Leave out the pictures and set down the rest of the listing below word for word.

Supplied information: Begin

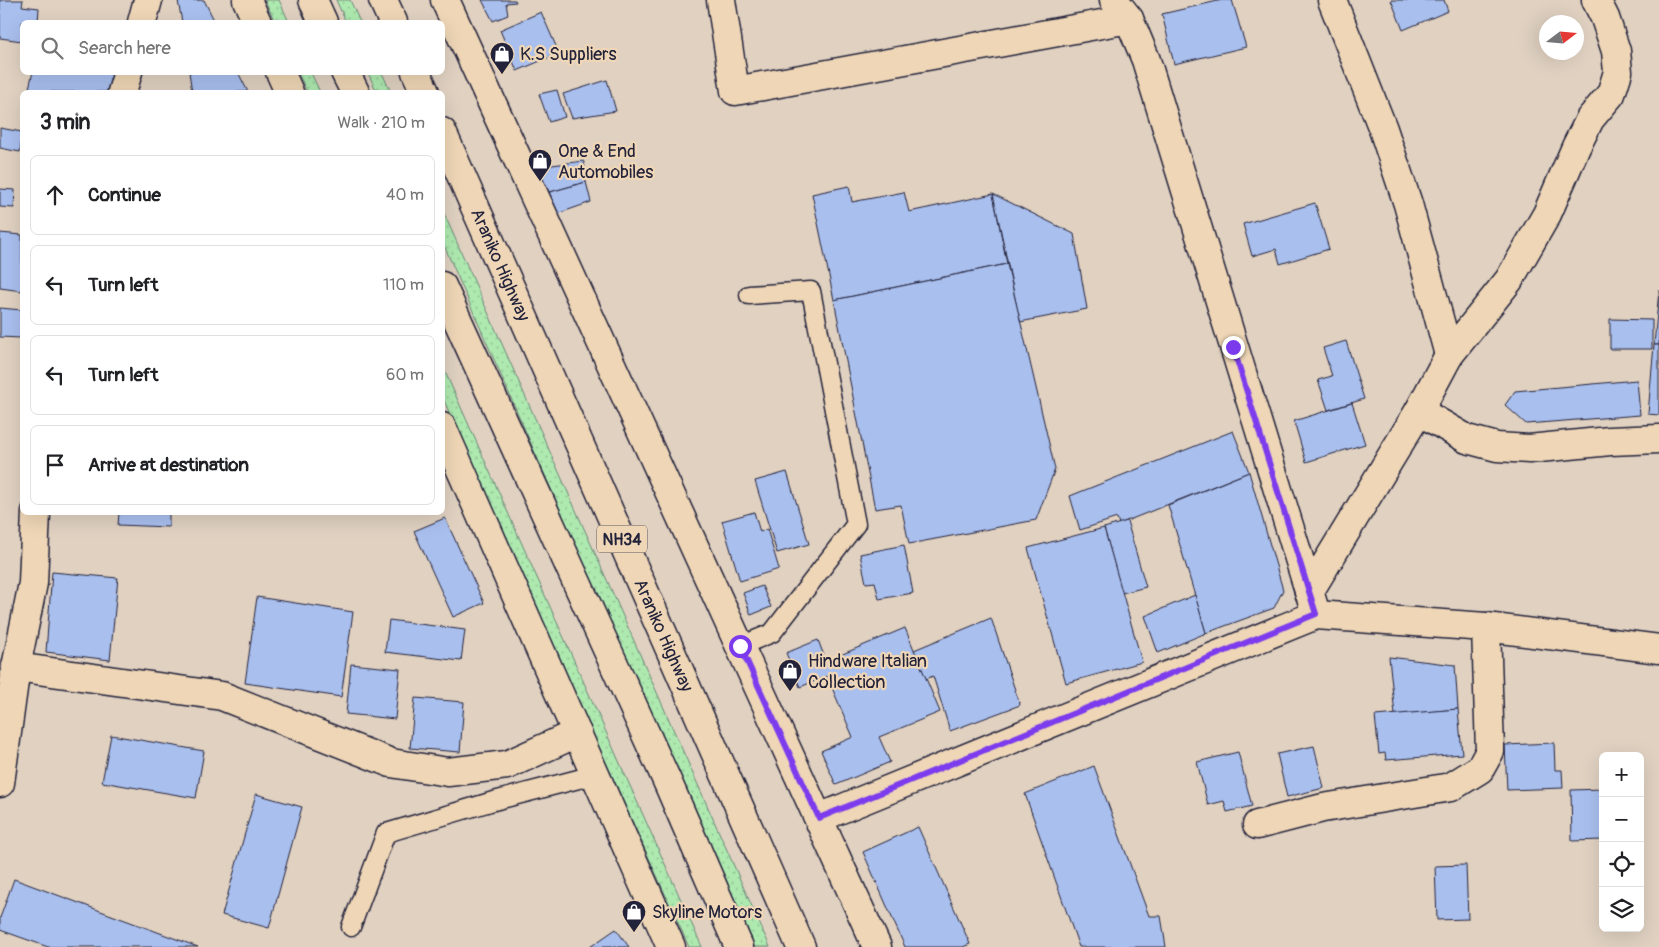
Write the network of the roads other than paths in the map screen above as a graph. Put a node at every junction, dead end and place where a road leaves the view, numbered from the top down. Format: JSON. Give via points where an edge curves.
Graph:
{"nodes":[{"id":1,"x":148,"y":0,"type":"edge"},
{"id":2,"x":247,"y":0,"type":"edge"},
{"id":3,"x":312,"y":0,"type":"edge"},
{"id":4,"x":383,"y":0,"type":"edge"},
{"id":5,"x":445,"y":0,"type":"edge"},
{"id":6,"x":722,"y":0,"type":"edge"},
{"id":7,"x":1332,"y":0,"type":"edge"},
{"id":8,"x":1596,"y":0,"type":"edge"},
{"id":9,"x":1121,"y":10,"type":"edge"},
{"id":10,"x":143,"y":20,"type":"edge"},
{"id":11,"x":256,"y":20,"type":"edge"},
{"id":12,"x":322,"y":20,"type":"edge"},
{"id":13,"x":392,"y":20,"type":"edge"},
{"id":14,"x":127,"y":75,"type":"edge"},
{"id":15,"x":281,"y":75,"type":"edge"},
{"id":16,"x":347,"y":75,"type":"edge"},
{"id":17,"x":417,"y":75,"type":"edge"},
{"id":18,"x":123,"y":90,"type":"edge"},
{"id":19,"x":288,"y":90,"type":"edge"},
{"id":20,"x":353,"y":90,"type":"edge"},
{"id":21,"x":424,"y":90,"type":"edge"},
{"id":22,"x":445,"y":139,"type":"edge"},
{"id":23,"x":445,"y":293,"type":"edge"},
{"id":24,"x":749,"y":295,"type":"dead end"},
{"id":25,"x":1449,"y":354,"type":"junction"},
{"id":26,"x":1419,"y":412,"type":"junction"},
{"id":27,"x":445,"y":434,"type":"edge"},
{"id":28,"x":1659,"y":440,"type":"edge"},
{"id":29,"x":36,"y":515,"type":"edge"},
{"id":30,"x":1313,"y":603,"type":"junction"},
{"id":31,"x":1486,"y":627,"type":"junction"},
{"id":32,"x":740,"y":646,"type":"junction"},
{"id":33,"x":1659,"y":649,"type":"edge"},
{"id":34,"x":16,"y":667,"type":"junction"},
{"id":35,"x":577,"y":733,"type":"junction"},
{"id":36,"x":594,"y":775,"type":"junction"},
{"id":37,"x":0,"y":783,"type":"edge"},
{"id":38,"x":819,"y":818,"type":"junction"},
{"id":39,"x":1257,"y":825,"type":"dead end"},
{"id":40,"x":351,"y":927,"type":"dead end"},
{"id":41,"x":670,"y":947,"type":"edge"},
{"id":42,"x":739,"y":947,"type":"edge"},
{"id":43,"x":801,"y":947,"type":"edge"},
{"id":44,"x":877,"y":947,"type":"edge"}],
"edges":[{"from":1,"to":10,"type":"main road"},
{"from":2,"to":11,"type":"main road"},
{"from":3,"to":12,"type":"main road"},
{"from":4,"to":13,"type":"main road"},
{"from":5,"to":32,"type":"main road"},
{"from":6,"to":9,"type":"main road","via":[[735,91]]},
{"from":7,"to":25,"type":"main road","via":[[1383,129],[1408,204]]},
{"from":8,"to":25,"type":"main road","via":[[1616,50],[1618,72],[1611,94],[1590,119],[1547,214],[1509,280]]},
{"from":9,"to":30,"type":"main road","via":[[1146,60]]},
{"from":14,"to":18,"type":"main road"},
{"from":15,"to":19,"type":"main road"},
{"from":16,"to":20,"type":"main road"},
{"from":17,"to":21,"type":"main road"},
{"from":22,"to":43,"type":"main road","name":"Araniko Highway","number":"NH34"},
{"from":23,"to":42,"type":"main road"},
{"from":24,"to":32,"type":"lane","via":[[811,291],[856,524],[772,633]]},
{"from":25,"to":26,"type":"main road"},
{"from":26,"to":28,"type":"main road","via":[[1467,439],[1497,447]]},
{"from":26,"to":30,"type":"main road"},
{"from":27,"to":35,"type":"main road"},
{"from":29,"to":34,"type":"main road","via":[[33,583]]},
{"from":30,"to":31,"type":"main road"},
{"from":30,"to":38,"type":"main road"},
{"from":31,"to":33,"type":"main road"},
{"from":31,"to":39,"type":"main road","via":[[1490,751],[1480,770],[1451,787],[1323,808]]},
{"from":32,"to":38,"type":"main road"},
{"from":34,"to":35,"type":"main road","via":[[222,696],[391,764],[448,772],[507,765]]},
{"from":34,"to":37,"type":"main road"},
{"from":35,"to":36,"type":"main road"},
{"from":36,"to":40,"type":"lane","via":[[386,833]]},
{"from":36,"to":41,"type":"main road"},
{"from":38,"to":44,"type":"main road"}]}
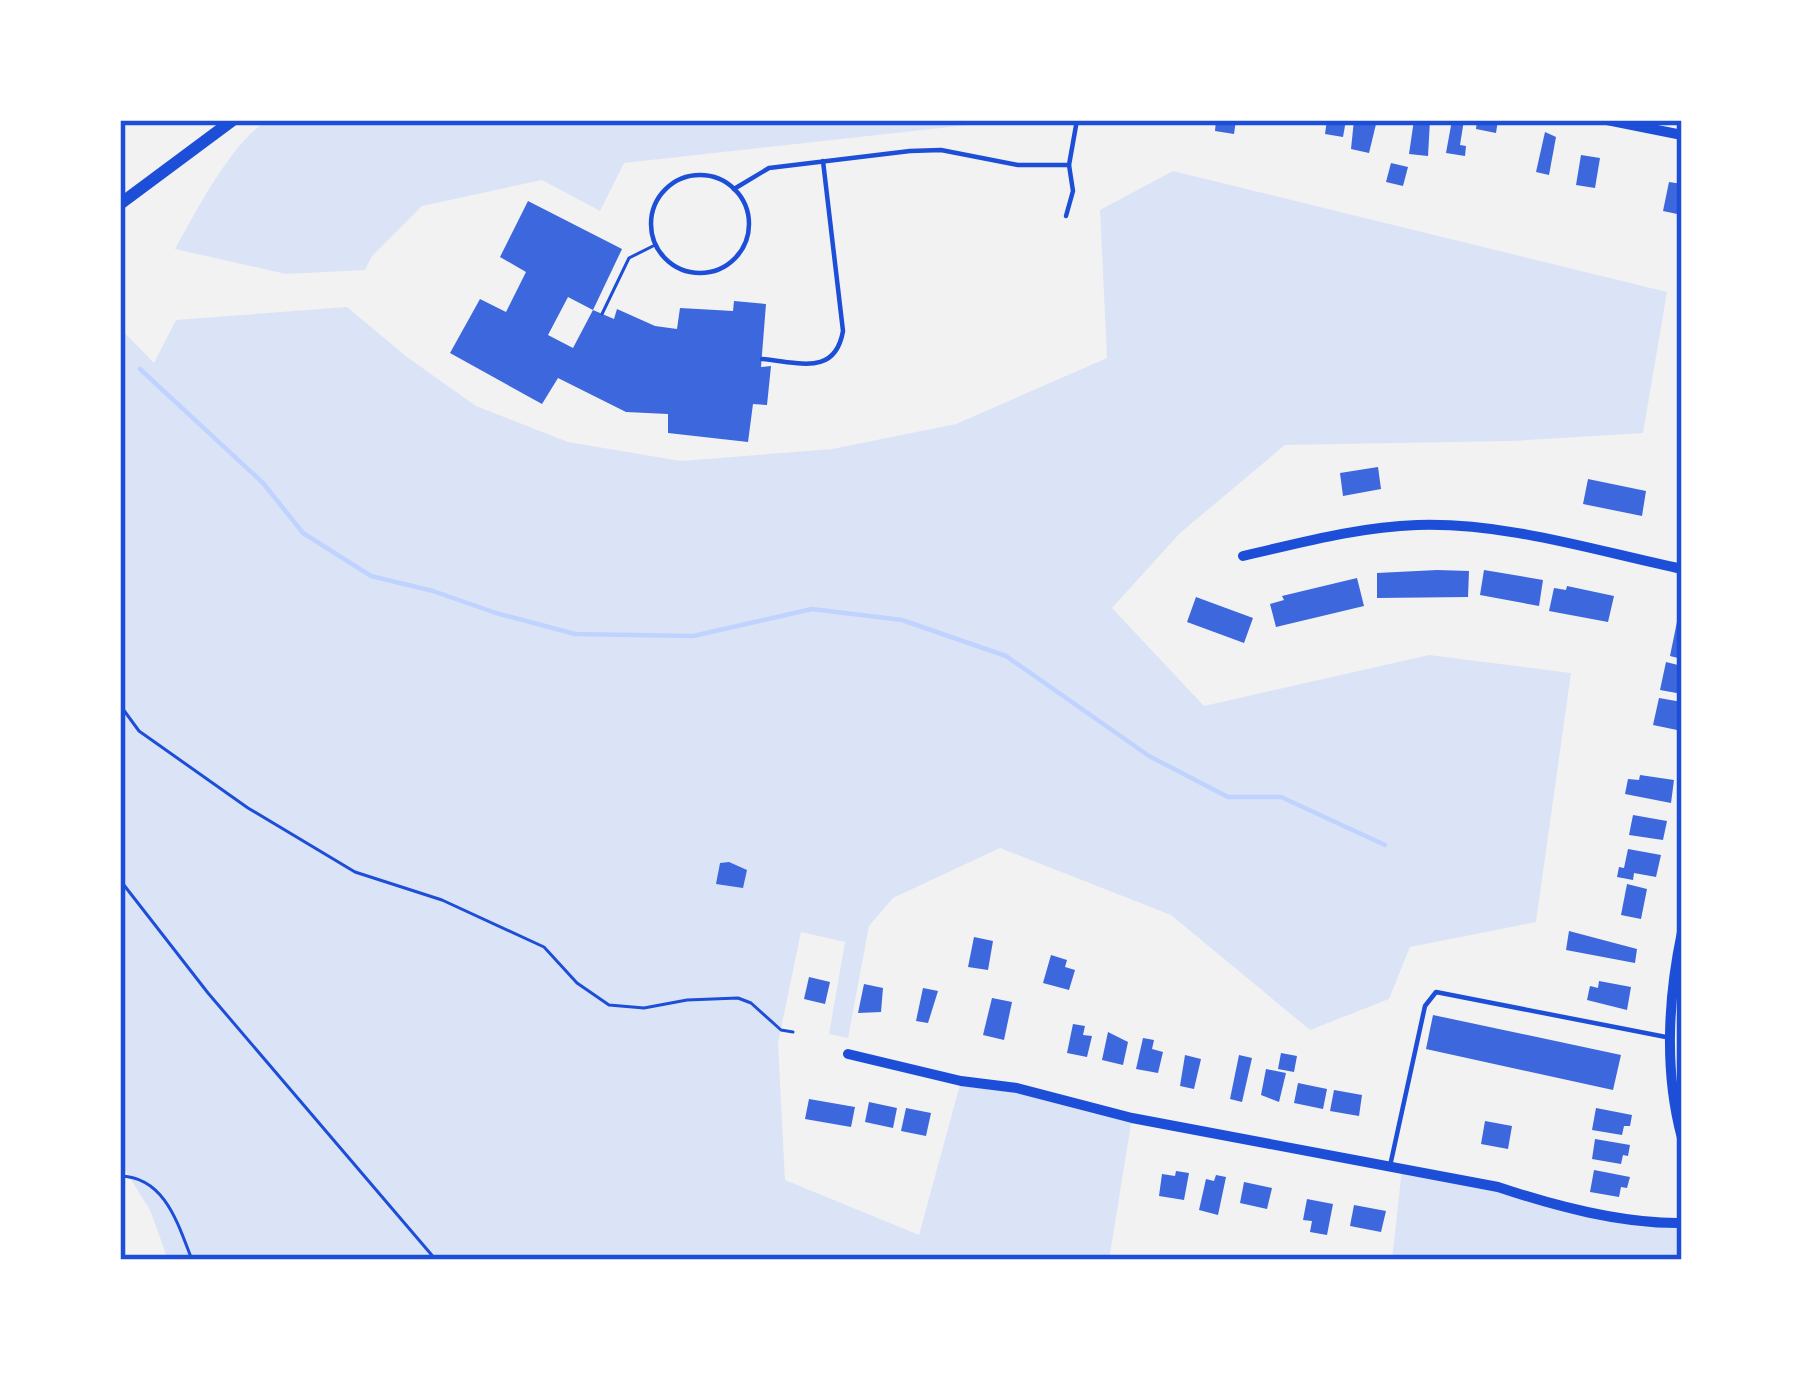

Supplied information: End

Answer section:
Write the network of the roads other than paths in the map screen above as a graph. Put a node at every junction, dead end and place where a road leaves the view, numbered from the top down. Format: JSON. Give via points where an edge curves.
Graph:
{"nodes":[{"id":1,"x":148,"y":0,"type":"edge"},
{"id":2,"x":247,"y":0,"type":"edge"},
{"id":3,"x":312,"y":0,"type":"edge"},
{"id":4,"x":383,"y":0,"type":"edge"},
{"id":5,"x":445,"y":0,"type":"edge"},
{"id":6,"x":722,"y":0,"type":"edge"},
{"id":7,"x":1332,"y":0,"type":"edge"},
{"id":8,"x":1596,"y":0,"type":"edge"},
{"id":9,"x":1121,"y":10,"type":"edge"},
{"id":10,"x":143,"y":20,"type":"edge"},
{"id":11,"x":256,"y":20,"type":"edge"},
{"id":12,"x":322,"y":20,"type":"edge"},
{"id":13,"x":392,"y":20,"type":"edge"},
{"id":14,"x":127,"y":75,"type":"edge"},
{"id":15,"x":281,"y":75,"type":"edge"},
{"id":16,"x":347,"y":75,"type":"edge"},
{"id":17,"x":417,"y":75,"type":"edge"},
{"id":18,"x":123,"y":90,"type":"edge"},
{"id":19,"x":288,"y":90,"type":"edge"},
{"id":20,"x":353,"y":90,"type":"edge"},
{"id":21,"x":424,"y":90,"type":"edge"},
{"id":22,"x":445,"y":139,"type":"edge"},
{"id":23,"x":445,"y":293,"type":"edge"},
{"id":24,"x":749,"y":295,"type":"dead end"},
{"id":25,"x":1449,"y":354,"type":"junction"},
{"id":26,"x":1419,"y":412,"type":"junction"},
{"id":27,"x":445,"y":434,"type":"edge"},
{"id":28,"x":1659,"y":440,"type":"edge"},
{"id":29,"x":36,"y":515,"type":"edge"},
{"id":30,"x":1313,"y":603,"type":"junction"},
{"id":31,"x":1486,"y":627,"type":"junction"},
{"id":32,"x":740,"y":646,"type":"junction"},
{"id":33,"x":1659,"y":649,"type":"edge"},
{"id":34,"x":16,"y":667,"type":"junction"},
{"id":35,"x":577,"y":733,"type":"junction"},
{"id":36,"x":594,"y":775,"type":"junction"},
{"id":37,"x":0,"y":783,"type":"edge"},
{"id":38,"x":819,"y":818,"type":"junction"},
{"id":39,"x":1257,"y":825,"type":"dead end"},
{"id":40,"x":351,"y":927,"type":"dead end"},
{"id":41,"x":670,"y":947,"type":"edge"},
{"id":42,"x":739,"y":947,"type":"edge"},
{"id":43,"x":801,"y":947,"type":"edge"},
{"id":44,"x":877,"y":947,"type":"edge"}],
"edges":[{"from":1,"to":10,"type":"main road"},
{"from":2,"to":11,"type":"main road"},
{"from":3,"to":12,"type":"main road"},
{"from":4,"to":13,"type":"main road"},
{"from":5,"to":32,"type":"main road"},
{"from":6,"to":9,"type":"main road","via":[[735,91]]},
{"from":7,"to":25,"type":"main road","via":[[1383,129],[1408,204]]},
{"from":8,"to":25,"type":"main road","via":[[1616,50],[1618,72],[1611,94],[1590,119],[1547,214],[1509,280]]},
{"from":9,"to":30,"type":"main road","via":[[1146,60]]},
{"from":14,"to":18,"type":"main road"},
{"from":15,"to":19,"type":"main road"},
{"from":16,"to":20,"type":"main road"},
{"from":17,"to":21,"type":"main road"},
{"from":22,"to":43,"type":"main road","name":"Araniko Highway","number":"NH34"},
{"from":23,"to":42,"type":"main road"},
{"from":24,"to":32,"type":"lane","via":[[811,291],[856,524],[772,633]]},
{"from":25,"to":26,"type":"main road"},
{"from":26,"to":28,"type":"main road","via":[[1467,439],[1497,447]]},
{"from":26,"to":30,"type":"main road"},
{"from":27,"to":35,"type":"main road"},
{"from":29,"to":34,"type":"main road","via":[[33,583]]},
{"from":30,"to":31,"type":"main road"},
{"from":30,"to":38,"type":"main road"},
{"from":31,"to":33,"type":"main road"},
{"from":31,"to":39,"type":"main road","via":[[1490,751],[1480,770],[1451,787],[1323,808]]},
{"from":32,"to":38,"type":"main road"},
{"from":34,"to":35,"type":"main road","via":[[222,696],[391,764],[448,772],[507,765]]},
{"from":34,"to":37,"type":"main road"},
{"from":35,"to":36,"type":"main road"},
{"from":36,"to":40,"type":"lane","via":[[386,833]]},
{"from":36,"to":41,"type":"main road"},
{"from":38,"to":44,"type":"main road"}]}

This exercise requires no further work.